O novo capítulo da crise argentina, aberto com o calote do país a credores internacionais, trouxe mais um ingrediente ao difícil momento atravessado pela indústria automobilística brasileira, que tem no parceiro do Mercosul seu principal mercado no exterior.
Praticamente quatro em cada cinco carros embarcados pelas montadoras brasileiras têm a Argentina como destino. E, como falta competitividade ao setor para diversificar sua pauta de exportações, os problemas do país vizinho têm contribuição decisiva na queda de dois dígitos da produção de veículos no Brasil.
No primeiro semestre, os argentinos compraram pouco mais de 137 mil veículos brasileiros, o que significa uma queda de 34,1% se comparado ao volume de um ano antes. Já para os fabricantes de componentes automotivos, a crise argentina tem impacto não apenas em virtude do declínio nas exportações dos automóveis brasileiros – que carregam suas peças, mas também pelo menor consumo dos clientes que estão do outro lado da fronteira.
Neste ano, as vendas de autopeças produzidas no Brasil ao mercado argentino – destino de um terço das exportações desse setor – caíram mais de 25%. As empresas ainda tentam entender o que vem pela frente e poucas se animam a falar sobre potenciais impactos de um agravamento da crise argentina nesse fluxo comercial. A Anfavea, entidade que representa as montadoras instaladas no país, limitou-se a dizer que está “na torcida” por um acordo entre a Casa Rosada e os chamados fundos “abutres”. Por sua vez, o presidente da Fiat Chrysler na América Latina, Cledorvino Belini, disse esperar uma solução rápida. O executivo avaliou que os problemas na Argentina são “localizados, momentâneos e conjunturais”. “Esperamos [que esses problemas] sejam superados no curto prazo. Brasil e Argentina são parceiros naturais por sua própria geografia e o fluxo comercial entre ambos os países deve ser preservado”, afirmou o principal dirigente da Fiat na região. As exportações da montadora de origem italiana ao mercado argentino caem 28,5% neste ano, somando quase 23 mil automóveis e comerciais leves no primeiro semestre.
De fato, quanto mais tempo a situação de moratória seletiva da Argentina perdurar, pior para a indústria brasileira, diz Letícia Costa, diretora de pós-graduação do Insper e especialista do setor automotivo.”Se tudo for resolvido rápido, o impacto será pequeno. Se demorar, o estrago pode ser relevante.” Num cenário mais negativo – com desvalorização do peso, seguida por avanço da inflação e baixa oferta de crédito -, o primeiro impacto seria a redução do consumo de carros na Argentina, diz Letícia.

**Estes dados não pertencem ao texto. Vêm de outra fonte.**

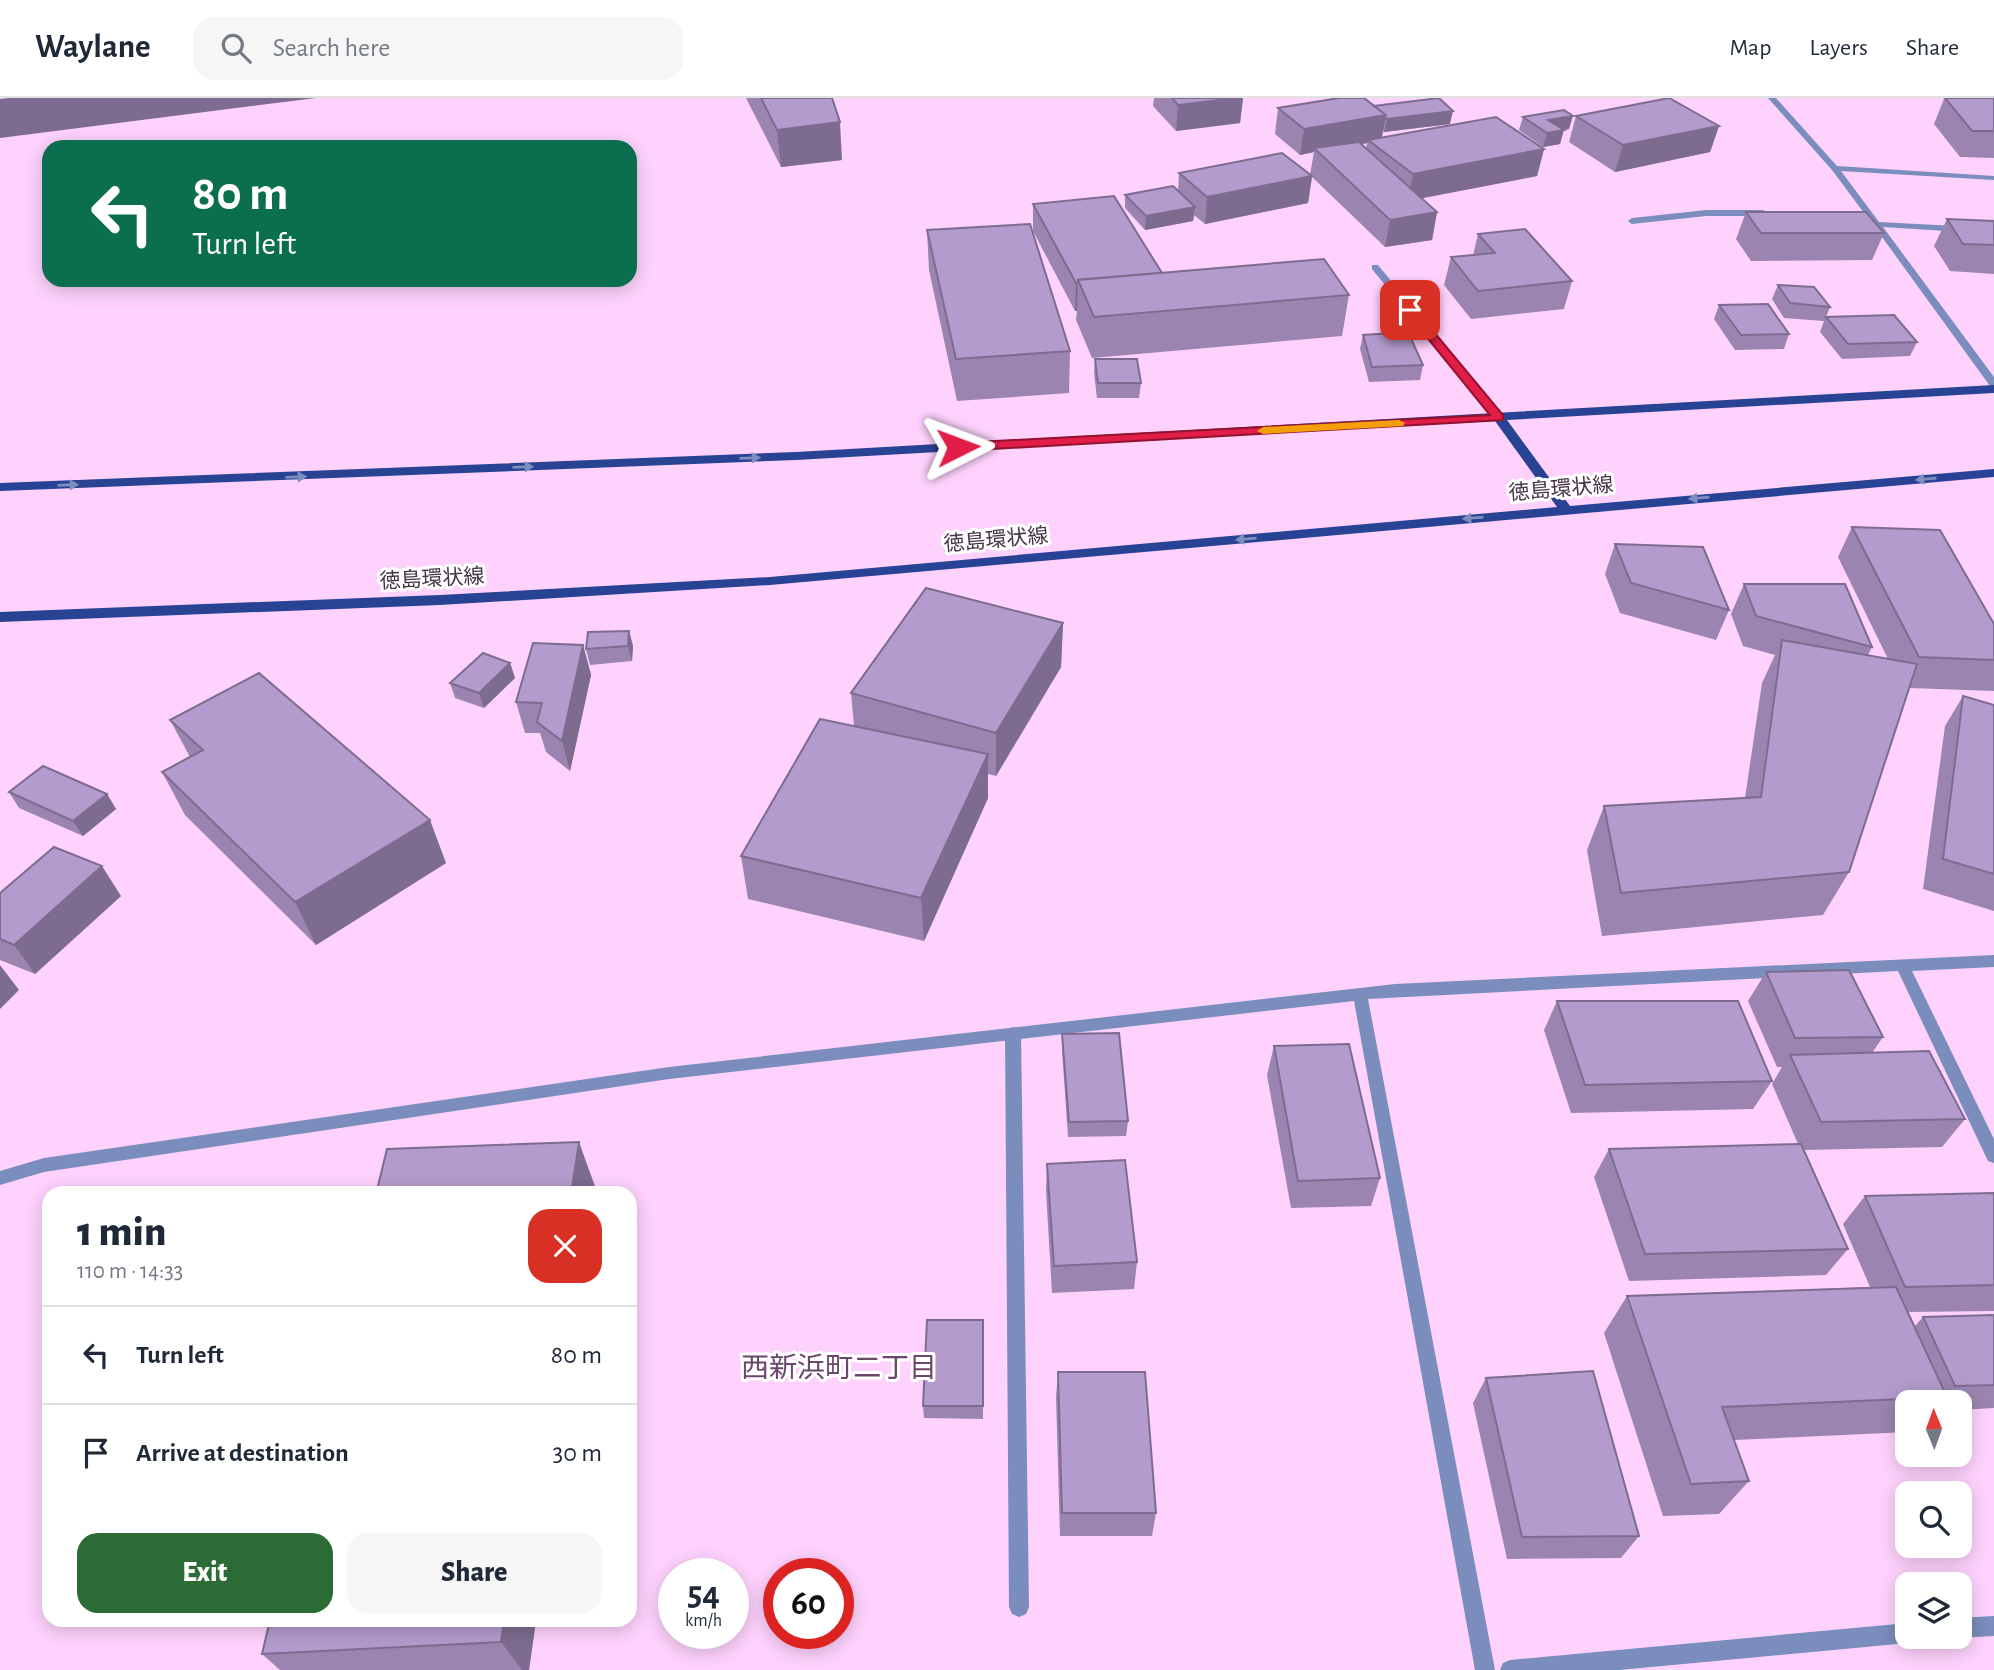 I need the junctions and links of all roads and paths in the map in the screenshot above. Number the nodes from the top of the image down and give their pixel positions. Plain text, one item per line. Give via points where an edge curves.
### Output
1 (1772, 98) edge
2 (1835, 167) junction
3 (1994, 178) edge
4 (1774, 213) edge
5 (1632, 221) dead end
6 (1852, 222) edge
7 (1878, 225) junction
8 (1994, 232) edge
9 (1375, 267) dead end
10 (1994, 386) edge
11 (1499, 418) junction
12 (1994, 473) edge
13 (0, 487) edge
14 (1566, 510) junction
15 (0, 617) edge
16 (1994, 961) edge
17 (1902, 965) junction
18 (1360, 994) junction
19 (1013, 1033) junction
20 (1994, 1156) edge
21 (0, 1178) edge
22 (1019, 1608) dead end
23 (1994, 1626) edge
24 (1972, 1627) edge
25 (1895, 1634) edge
26 (1485, 1670) edge
27 (1510, 1670) edge

1 - 2 street
2 - 3 street
2 - 7 street
4 - 5 street via 1706,213
6 - 7 street
7 - 8 street
7 - 10 street
9 - 11 street
10 - 11 main road
13 -> 11 main road via 796,456
11 - 14 main road
12 -> 14 main road, 徳島環状線
14 -> 15 main road, 徳島環状線 via 770,581 440,600
16 - 17 street
17 - 18 street
17 - 20 street
18 - 19 street
18 - 26 street
19 - 21 street via 656,1075 44,1165
19 - 22 street
23 - 24 street
25 - 27 street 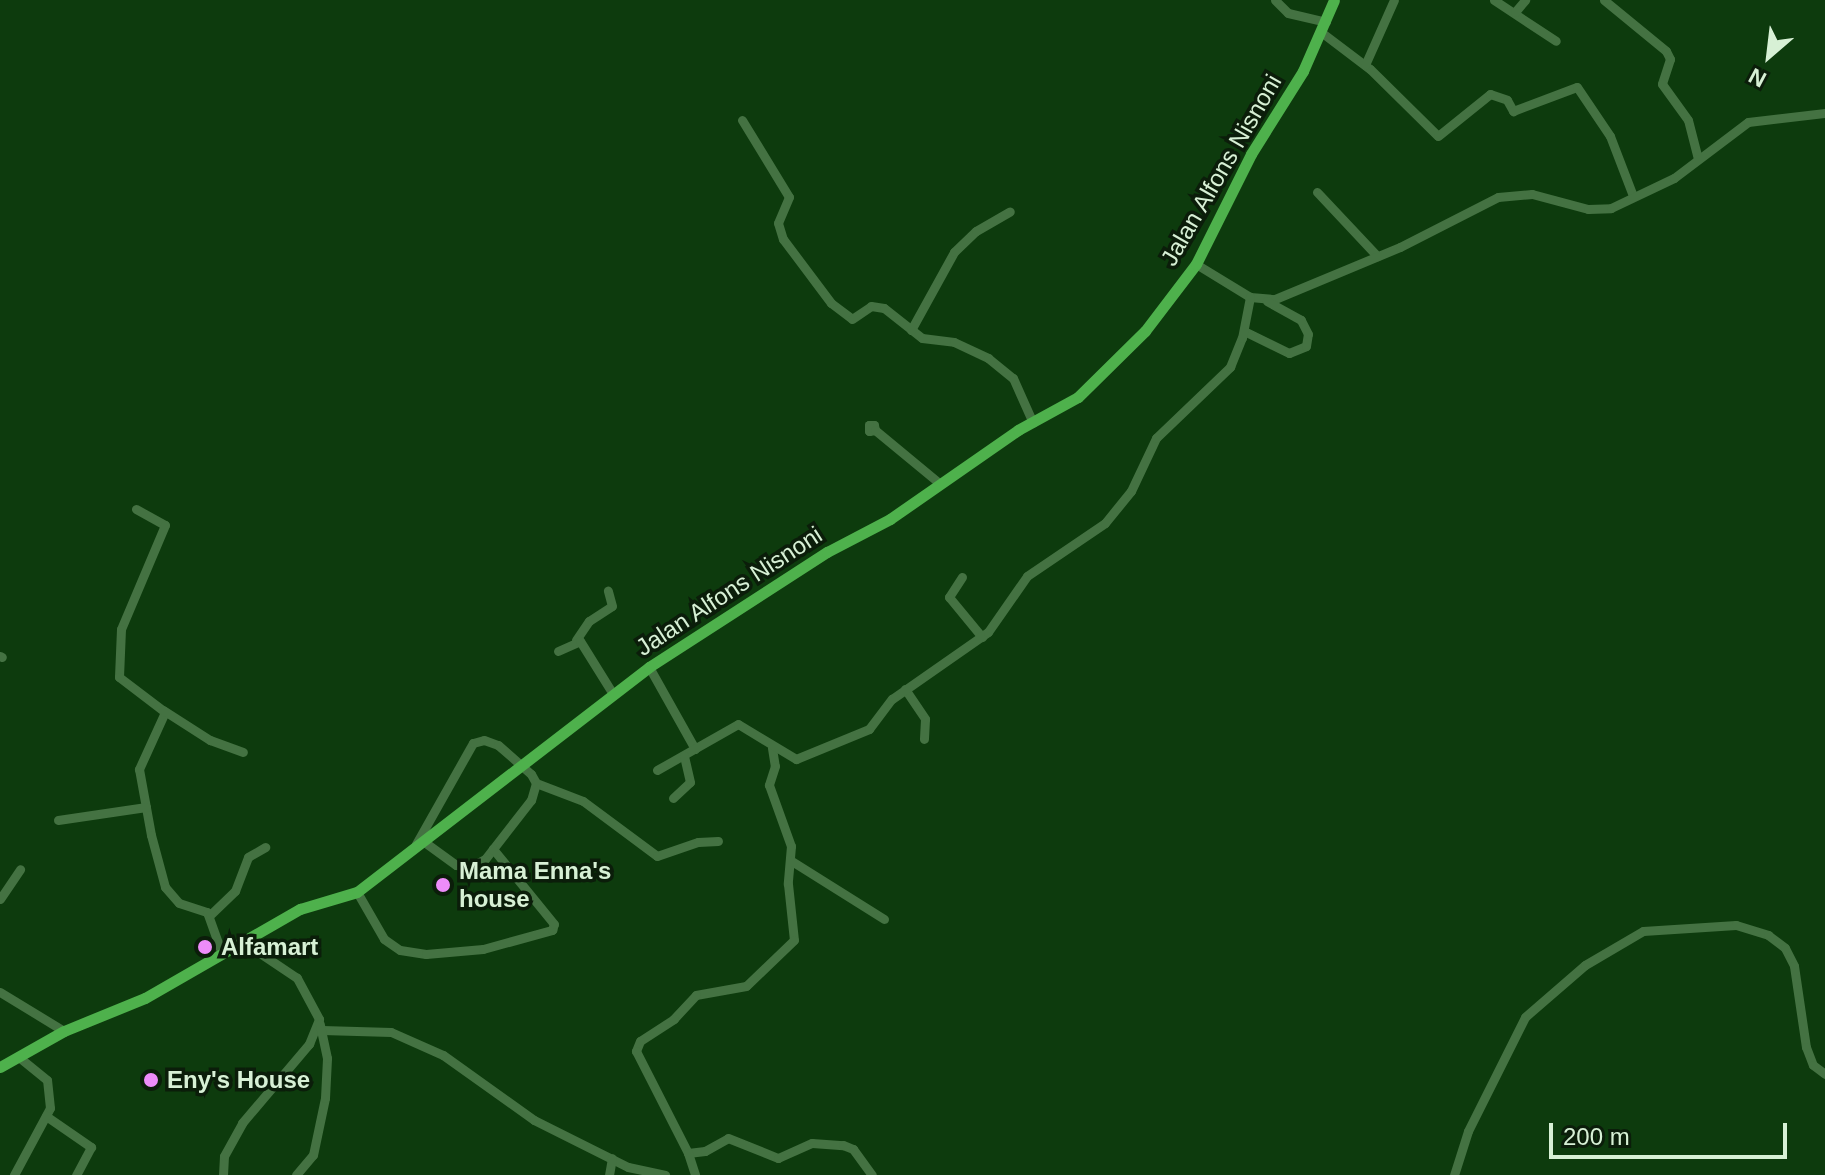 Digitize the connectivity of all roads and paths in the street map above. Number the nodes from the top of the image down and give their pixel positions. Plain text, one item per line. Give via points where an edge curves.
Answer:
1 (1275, 0) edge
2 (1334, 0) edge
3 (1394, 0) edge
4 (1494, 0) edge
5 (1525, 0) edge
6 (1604, 0) edge
7 (1515, 12) junction
8 (1324, 27) junction
9 (1556, 41) dead end
10 (1365, 65) junction
11 (1825, 113) edge
12 (742, 120) dead end
13 (1698, 159) junction
14 (1317, 192) dead end
15 (1633, 196) junction
16 (1010, 211) dead end
17 (1377, 256) junction
18 (1196, 264) junction
19 (1250, 297) junction
20 (1264, 300) junction
21 (911, 330) junction
22 (1244, 331) junction
23 (1033, 423) junction
24 (875, 430) dead end
25 (939, 483) junction
26 (136, 509) dead end
27 (962, 577) dead end
28 (608, 591) dead end
29 (982, 637) junction
30 (576, 640) junction
31 (558, 651) dead end
32 (649, 667) junction
33 (905, 689) junction
34 (613, 694) junction
35 (163, 710) junction
36 (924, 739) dead end
37 (772, 748) junction
38 (695, 749) junction
39 (243, 752) dead end
40 (684, 756) junction
41 (523, 767) junction
42 (657, 770) dead end
43 (536, 783) junction
44 (673, 798) dead end
45 (146, 807) junction
46 (58, 820) dead end
47 (718, 841) dead end
48 (426, 843) junction
49 (265, 847) dead end
50 (493, 849) junction
51 (411, 855) junction
52 (790, 860) junction
53 (20, 869) dead end
54 (357, 892) junction
55 (0, 899) edge
56 (210, 915) junction
57 (884, 919) dead end
58 (245, 943) junction
59 (222, 954) junction
60 (0, 992) edge
61 (320, 1024) junction
62 (64, 1031) junction
63 (19, 1057) junction
64 (0, 1067) edge
65 (1825, 1074) edge
66 (46, 1116) junction
67 (688, 1153) junction
68 (612, 1158) junction
69 (19, 1173) edge
70 (76, 1175) edge
71 (223, 1175) edge
72 (296, 1175) edge
73 (609, 1175) edge
74 (665, 1175) edge
75 (695, 1175) edge
76 (872, 1175) edge
77 (1454, 1175) edge

1 - 8 street via 1288,13
2 - 8 main road, Jalan Alfons Nisnoni
3 - 10 street
4 - 7 street
5 - 7 street
6 - 13 street via 1666,51 1670,59 1662,84 1688,120
7 - 9 street
8 - 10 street
8 - 18 main road, Jalan Alfons Nisnoni
10 - 15 street via 1438,136 1490,94 1507,100 1513,111 1577,87 1610,136
11 - 13 street via 1748,122
12 - 21 street via 789,197 778,223 783,239 831,303 852,319 871,306 884,308
13 - 15 street via 1674,178
14 - 17 street
15 - 17 street via 1601,210 1553,197 1508,194
16 - 21 street via 954,252
17 - 20 street
18 - 19 street
18 - 23 main road, Jalan Alfons Nisnoni via 1118,361 1078,397
19 - 20 street
19 - 22 street
20 - 22 street via 1301,320 1308,334 1306,346 1289,353
21 - 23 street via 931,341 954,342 997,364 1013,378
22 - 29 street via 1230,367 1156,438 1119,507 1089,536 1027,576
23 - 25 main road, Jalan Alfons Nisnoni
24 - 25 street
25 - 32 main road, Jalan Alfons Nisnoni via 890,519 827,552
26 - 35 street via 165,524 121,629 119,677
27 - 29 street via 949,597
28 - 30 street via 611,607 589,621
29 - 33 street
30 - 31 street
30 - 34 street
32 - 34 main road, Jalan Alfons Nisnoni
32 - 38 street
33 - 36 street via 925,719
33 - 37 street via 883,707 869,729 818,753 796,759
34 - 41 main road, Jalan Alfons Nisnoni
35 - 39 street via 210,740
35 - 45 street via 140,763
37 - 38 street via 743,723
37 - 52 street via 775,766 769,785 785,821
38 - 40 street
40 - 42 street
40 - 44 street via 690,782
41 - 43 street
41 - 48 main road, Jalan Alfons Nisnoni
41 - 51 street via 492,742 473,743
43 - 47 street via 579,799 657,856
43 - 50 street via 531,800
45 - 46 street
45 - 56 street via 166,890 179,903
48 - 50 street via 463,867 485,859
48 - 51 main road, Jalan Alfons Nisnoni
49 - 56 street via 248,857 235,891
50 - 54 street via 554,924 552,930 483,949 426,954 400,950 384,939
51 - 54 main road, Jalan Alfons Nisnoni
52 - 57 street
52 - 67 street via 794,942 746,986 696,995 674,1019 638,1043 642,1067
53 - 55 street
54 - 58 main road, Jalan Alfons Nisnoni via 300,909
56 - 59 street
58 - 59 main road, Jalan Alfons Nisnoni
58 - 61 street via 297,978
59 - 62 main road, Jalan Alfons Nisnoni via 145,998
60 - 62 street
61 - 68 street via 391,1032 443,1055 534,1120
61 - 71 street via 242,1123 224,1156
61 - 72 street via 327,1058 317,1143
62 - 63 main road, Jalan Alfons Nisnoni
63 - 64 main road, Jalan Alfons Nisnoni
63 - 66 street via 47,1080
65 - 77 street via 1813,1065 1806,1047 1794,966 1777,941 1736,925 1643,931 1585,965 1525,1017 1478,1108
66 - 69 street
66 - 70 street via 91,1147
67 - 75 street
67 - 76 street via 705,1151 728,1138 779,1158 820,1142 850,1147
68 - 73 street
68 - 74 street via 636,1170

Isso prejudicaria as montadoras brasileiras porque quase metade dos automóveis comprados pelos argentinos são produzidos no Brasil. Além disso, a especialista não descarta um aperto no controle das importações pelo governo de Cristina Kirchner como forma de conter a saída de dólares do país, apesar de os argentinos terem se comprometido a não impor mais obstáculos a produtos brasileiros na revisão do acordo automotivo entre as partes.
“Tudo vai depender de quanto o calo vai apertar. O histórico das relações comerciais entre Brasil e Argentina mostra que eles mudam a forma de lidar com o acordo. Um aperto maior das reservas poder levar a isso [restrições a importados]”, prevê Letícia.